Add the down_scale function to pecan. #3211

JoshuaPloshay · 2023-08-10T23:19:31Z

Description

Motivation and Context

Review Time Estimate

Immediately
Within one week
When possible

Types of changes

Bug fix (non-breaking change which fixes an issue)
New feature (non-breaking change which adds functionality)
Breaking change (fix or feature that would cause existing functionality to change)

Checklist:

My change requires a change to the documentation.
My name is in the list of CITATION.cff
I have updated the CHANGELOG.md.
I have updated the documentation accordingly.
I have read the CONTRIBUTING document.
I have added tests to cover my changes.
All new and existing tests passed.

mdietze · 2023-08-11T12:19:43Z

modules/assim.sequential/R/downscale_function.R

+##' @author Joshua Ploshay
+##'
+##' @param data  In quotes, file path for .rds containing ensemble data.
+##' @param focus_year In quotes, if SDA site run, format is yyyy/mm/dd, if NEON, yyyy-mm-dd. Restricted to years within file supplied to 'data'.

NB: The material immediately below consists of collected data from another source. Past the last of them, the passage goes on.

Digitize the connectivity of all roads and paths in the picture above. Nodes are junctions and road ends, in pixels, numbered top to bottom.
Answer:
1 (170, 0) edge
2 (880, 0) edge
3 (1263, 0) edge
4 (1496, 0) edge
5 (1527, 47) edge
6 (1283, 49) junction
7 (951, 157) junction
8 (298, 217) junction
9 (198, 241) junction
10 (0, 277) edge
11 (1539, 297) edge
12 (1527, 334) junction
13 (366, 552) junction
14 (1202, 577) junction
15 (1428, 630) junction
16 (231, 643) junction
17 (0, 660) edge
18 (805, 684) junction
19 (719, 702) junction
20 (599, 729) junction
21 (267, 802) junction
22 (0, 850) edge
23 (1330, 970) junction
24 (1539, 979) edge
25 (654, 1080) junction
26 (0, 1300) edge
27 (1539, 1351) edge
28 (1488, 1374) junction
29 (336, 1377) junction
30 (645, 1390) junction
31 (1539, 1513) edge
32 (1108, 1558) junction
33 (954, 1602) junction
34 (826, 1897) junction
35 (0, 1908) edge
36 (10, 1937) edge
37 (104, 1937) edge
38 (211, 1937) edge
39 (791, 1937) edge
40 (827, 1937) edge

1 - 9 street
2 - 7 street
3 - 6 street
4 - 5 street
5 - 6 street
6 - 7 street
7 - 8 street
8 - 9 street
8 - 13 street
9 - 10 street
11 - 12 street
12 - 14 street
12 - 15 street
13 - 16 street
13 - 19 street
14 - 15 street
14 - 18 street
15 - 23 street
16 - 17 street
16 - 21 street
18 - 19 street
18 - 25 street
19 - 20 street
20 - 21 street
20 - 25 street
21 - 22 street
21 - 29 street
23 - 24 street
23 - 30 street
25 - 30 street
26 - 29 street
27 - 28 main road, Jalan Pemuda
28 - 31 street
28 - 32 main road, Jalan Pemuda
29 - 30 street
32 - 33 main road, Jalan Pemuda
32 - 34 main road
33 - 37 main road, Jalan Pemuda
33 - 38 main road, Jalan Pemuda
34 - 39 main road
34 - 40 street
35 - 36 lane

Why not have this passed as a Data rather than a string? Also, if you have to provide month and day (which makes sense given potential future applications) then why is the variable called focus_year instead of focus_date or just date? Also, if you are working with annual data do you need to know the exact date in the product or just the year (e.g. 2020-01-01 vs 2020-07-31)

mdietze · 2023-08-11T12:21:30Z

modules/assim.sequential/R/downscale_function.R

+##' @param data  In quotes, file path for .rds containing ensemble data.
+##' @param focus_year In quotes, if SDA site run, format is yyyy/mm/dd, if NEON, yyyy-mm-dd. Restricted to years within file supplied to 'data'.
+##' @param C_pool In quotes, carbon pool of interest. Name must match carbon pool name found within file supplied to 'data'.
+##' @param covariates: In quotes, file path of SpatRaster stack, used as predictors in randomForest. Layers within stack should be named.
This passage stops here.